Stones on the Table【CodeForces - 266A】
Stones on the Table問題解析
題目
There are n stones on the table in a row, each of them can be red, green or blue. Count the minimum number of stones to take from the table so that any two neighboring stones had different colors. Stones in a row are considered neighboring if there are no other stones between them.
| Time limit | Memory limit | Source | Tag | Editoria |
|---|---|---|---|---|
| 1000 ms | 262144 kB | Codeforces Round #163 (Div. 2) | simplementation *800 | Announcement |
input
The first line contains integer n (1 ≤ n ≤ 50) — the number of stones on the table.

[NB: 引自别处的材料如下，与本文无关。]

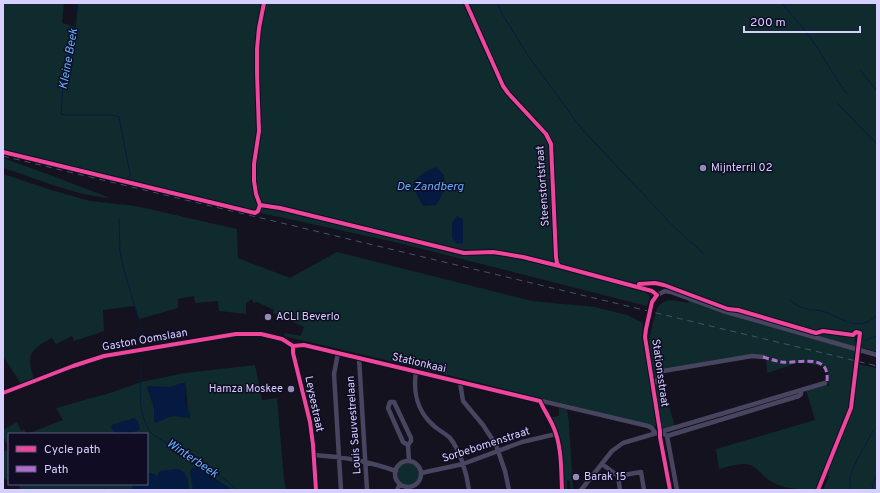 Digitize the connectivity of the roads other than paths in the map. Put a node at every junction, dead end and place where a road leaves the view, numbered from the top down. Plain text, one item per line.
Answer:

The next line contains string s, which represents the colors of the stones. We’ll consider the stones in the row numbered from 1 to n from left to right. Then the i-th character s equals “R”, if the i-th stone is red, “G”, if it’s green and “B”, if it’s blue.
output
Print a single integer — the answer to the problem.
Examples
| input | output |
|---|---|
| 3 RRG | 1 |
| 5 RRRRR | 4 |
| 4 BRBG | 0 |
問題連結:CodeForces - 266A
問題描述
桌面上有一排石頭,每個石頭可能是紅綠藍(用字元RGB表示)三種顏色,問至少要取走多少塊石頭才能使每一塊相鄰的石頭都不同色。
問題分析
可以用字串儲存那一排石頭,然後對字串中的每一個元素進行判斷,從頭開始,若要相鄰的石頭都不同色,只需要當後一個石頭與當前石頭是同色時取走當前石頭即可,於是計算要取走的石頭數量便是答案。
AC通過的C++語言程式程式碼如下:
#include<iostream>
using namespace std;
int main()
{
int counter = 0;
int n;
cin >> n;
char *stone = new char[n];
cin >> stone;
for (int i = 0; i < n; i++)
if (stone[i] == stone[i + 1])
counter++;
cout << counter;
}
程式碼分析
首先聲明瞭計數器變數和石頭總數變數,再根據輸入的石頭總數建立了字串,然後輸入石頭的顏色
int counter = 0;
int n;
cin >> n;
char *stone = new char[n];
cin >> stone;
計算需要取走多少石頭:
for (int i = 0; i < n; i++)
if (stone[i] == stone[i + 1])
counter++;
如果下一個石頭顏色與此石頭相同,計數器自增,判斷完所有石頭後輸出計數器的值即可。